═════ DATA FOR PROCESSING

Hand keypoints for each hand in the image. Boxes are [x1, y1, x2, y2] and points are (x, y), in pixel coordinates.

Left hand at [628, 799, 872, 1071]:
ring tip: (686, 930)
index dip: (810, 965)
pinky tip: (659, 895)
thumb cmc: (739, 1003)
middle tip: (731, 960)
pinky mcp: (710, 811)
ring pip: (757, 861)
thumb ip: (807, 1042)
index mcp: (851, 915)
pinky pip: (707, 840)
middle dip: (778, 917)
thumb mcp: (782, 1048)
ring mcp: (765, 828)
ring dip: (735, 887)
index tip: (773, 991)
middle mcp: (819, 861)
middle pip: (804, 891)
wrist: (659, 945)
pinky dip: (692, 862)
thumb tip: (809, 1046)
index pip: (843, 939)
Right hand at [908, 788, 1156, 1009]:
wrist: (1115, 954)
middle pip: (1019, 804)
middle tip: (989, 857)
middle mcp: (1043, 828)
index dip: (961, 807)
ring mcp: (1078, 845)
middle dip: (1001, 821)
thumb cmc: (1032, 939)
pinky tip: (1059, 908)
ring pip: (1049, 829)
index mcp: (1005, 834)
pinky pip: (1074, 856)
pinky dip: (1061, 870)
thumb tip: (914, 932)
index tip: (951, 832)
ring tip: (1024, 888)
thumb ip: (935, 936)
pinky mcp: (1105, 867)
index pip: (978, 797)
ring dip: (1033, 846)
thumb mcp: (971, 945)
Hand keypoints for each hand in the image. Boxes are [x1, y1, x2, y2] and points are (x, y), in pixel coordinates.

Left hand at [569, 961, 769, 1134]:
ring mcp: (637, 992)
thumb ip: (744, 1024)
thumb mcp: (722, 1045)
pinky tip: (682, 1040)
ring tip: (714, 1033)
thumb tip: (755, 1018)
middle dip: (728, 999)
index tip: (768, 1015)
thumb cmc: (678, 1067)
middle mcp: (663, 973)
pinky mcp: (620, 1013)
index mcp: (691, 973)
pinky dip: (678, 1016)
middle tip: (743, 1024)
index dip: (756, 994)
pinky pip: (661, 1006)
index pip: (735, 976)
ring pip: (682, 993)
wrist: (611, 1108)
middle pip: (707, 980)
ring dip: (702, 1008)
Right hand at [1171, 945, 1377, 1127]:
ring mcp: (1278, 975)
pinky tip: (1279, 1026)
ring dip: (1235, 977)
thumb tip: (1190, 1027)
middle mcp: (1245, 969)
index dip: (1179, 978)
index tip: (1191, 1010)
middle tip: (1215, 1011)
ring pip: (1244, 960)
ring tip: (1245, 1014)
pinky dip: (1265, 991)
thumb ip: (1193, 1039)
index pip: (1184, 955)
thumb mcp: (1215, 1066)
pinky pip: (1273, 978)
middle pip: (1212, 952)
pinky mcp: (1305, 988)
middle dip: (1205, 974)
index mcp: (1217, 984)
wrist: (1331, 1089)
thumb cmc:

══════════

WORK TO COMPLETE ::
Your answer must consist solely of the lines above between the line holding "ring dip: (1033, 846)" and the line holding "pinky pip: (661, 1006)", inclusive, copied exactly.

YOUR RESPONSE ::
ring dip: (1033, 846)
thumb mcp: (971, 945)
Hand keypoints for each hand in the image. Boxes are [x1, y1, x2, y2] and points are (x, y), in pixel coordinates.

Left hand at [569, 961, 769, 1134]:
ring mcp: (637, 992)
thumb ip: (744, 1024)
thumb mcp: (722, 1045)
pinky tip: (682, 1040)
ring tip: (714, 1033)
thumb tip: (755, 1018)
middle dip: (728, 999)
index tip: (768, 1015)
thumb cmc: (678, 1067)
middle mcp: (663, 973)
pinky mcp: (620, 1013)
index mcp: (691, 973)
pinky dip: (678, 1016)
middle tip: (743, 1024)
index dip: (756, 994)
pinky pip: (661, 1006)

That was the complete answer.